● **RECORDS FOR PROCESSING**
Start of Block

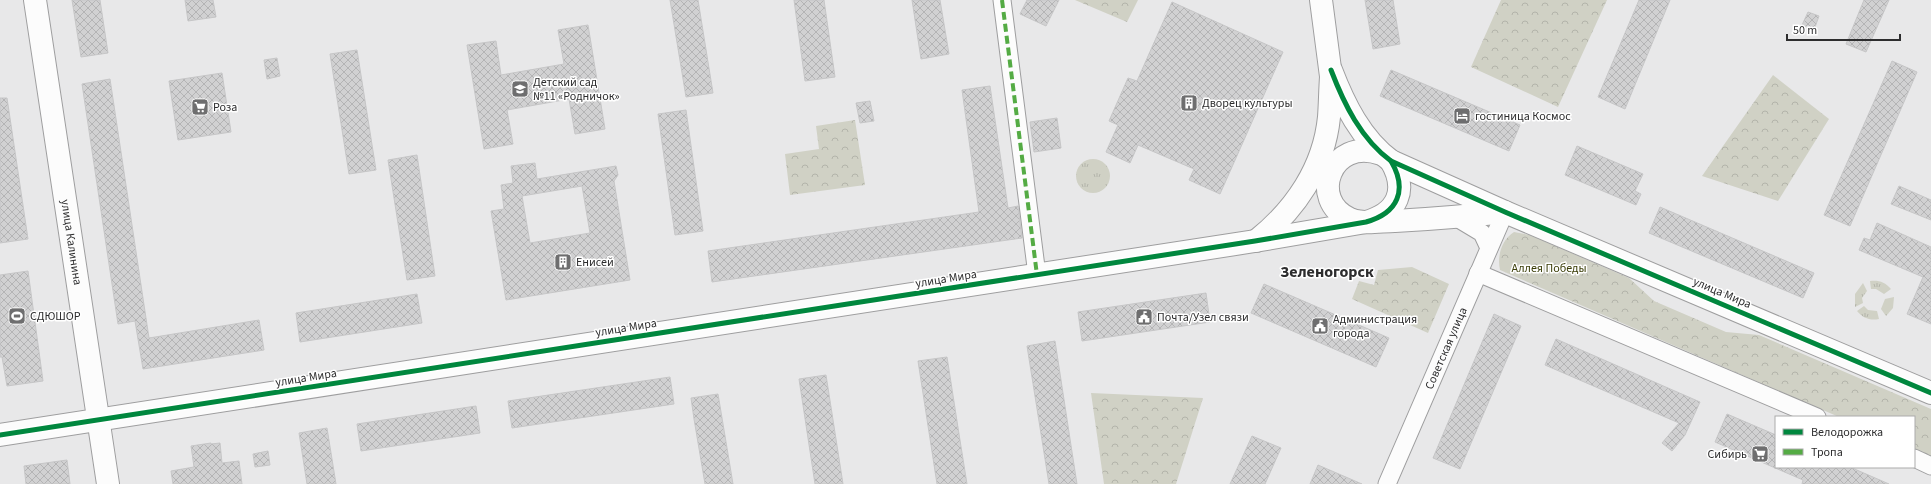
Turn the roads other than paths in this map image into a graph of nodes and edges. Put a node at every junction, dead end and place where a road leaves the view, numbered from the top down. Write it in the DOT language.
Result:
graph roads {
  1 [pos="35,0"];
  2 [pos="1002,0"];
  3 [pos="1321,0"];
  4 [pos="1331,70"];
  5 [pos="1386,158"];
  6 [pos="1330,172"];
  7 [pos="1505,212"];
  8 [pos="1457,218"];
  9 [pos="1366,222"];
  10 [pos="1255,241"];
  11 [pos="1489,248"];
  12 [pos="1478,273"];
  13 [pos="1037,275"];
  14 [pos="1931,393"];
  15 [pos="1815,416"];
  16 [pos="98,420"];
  17 [pos="0,435"];
  18 [pos="1915,458"];
  19 [pos="1931,466"];
  20 [pos="108,484"];
  21 [pos="1387,484"];
  1 -- 16 [label="street, улица Калинина"];
  2 -- 13 [label="street"];
  3 -- 4 [label="street"];
  4 -- 5 [label="street"];
  4 -- 6 [label="street"];
  4 -- 10 [label="street"];
  5 -- 6 [label="street"];
  5 -- 7 [label="street, улица Мира"];
  5 -- 9 [label="street"];
  6 -- 9 [label="street"];
  6 -- 10 [label="street"];
  7 -- 8 [label="street"];
  7 -- 11 [label="street, Советская улица"];
  7 -- 14 [label="street, улица Мира"];
  8 -- 9 [label="street"];
  8 -- 11 [label="street"];
  9 -- 10 [label="street, улица Мира"];
  10 -- 13 [label="street, улица Мира"];
  11 -- 12 [label="street, Советская улица"];
  12 -- 15 [label="street"];
  12 -- 21 [label="street, Советская улица"];
  13 -- 16 [label="street, улица Мира"];
  16 -- 17 [label="street, улица Мира"];
  16 -- 20 [label="street, улица Калинина"];
  18 -- 19 [label="street"];
}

End of Block

Write down the full listing above exactly as it is, except for any images.

● **FINISHED EXERCISE**
Turn the roads other than paths in this map image into a graph of nodes and edges. Put a node at every junction, dead end and place where a road leaves the view, numbered from the top down. Write it in the DOT language.
Result:
graph roads {
  1 [pos="35,0"];
  2 [pos="1002,0"];
  3 [pos="1321,0"];
  4 [pos="1331,70"];
  5 [pos="1386,158"];
  6 [pos="1330,172"];
  7 [pos="1505,212"];
  8 [pos="1457,218"];
  9 [pos="1366,222"];
  10 [pos="1255,241"];
  11 [pos="1489,248"];
  12 [pos="1478,273"];
  13 [pos="1037,275"];
  14 [pos="1931,393"];
  15 [pos="1815,416"];
  16 [pos="98,420"];
  17 [pos="0,435"];
  18 [pos="1915,458"];
  19 [pos="1931,466"];
  20 [pos="108,484"];
  21 [pos="1387,484"];
  1 -- 16 [label="street, улица Калинина"];
  2 -- 13 [label="street"];
  3 -- 4 [label="street"];
  4 -- 5 [label="street"];
  4 -- 6 [label="street"];
  4 -- 10 [label="street"];
  5 -- 6 [label="street"];
  5 -- 7 [label="street, улица Мира"];
  5 -- 9 [label="street"];
  6 -- 9 [label="street"];
  6 -- 10 [label="street"];
  7 -- 8 [label="street"];
  7 -- 11 [label="street, Советская улица"];
  7 -- 14 [label="street, улица Мира"];
  8 -- 9 [label="street"];
  8 -- 11 [label="street"];
  9 -- 10 [label="street, улица Мира"];
  10 -- 13 [label="street, улица Мира"];
  11 -- 12 [label="street, Советская улица"];
  12 -- 15 [label="street"];
  12 -- 21 [label="street, Советская улица"];
  13 -- 16 [label="street, улица Мира"];
  16 -- 17 [label="street, улица Мира"];
  16 -- 20 [label="street, улица Калинина"];
  18 -- 19 [label="street"];
}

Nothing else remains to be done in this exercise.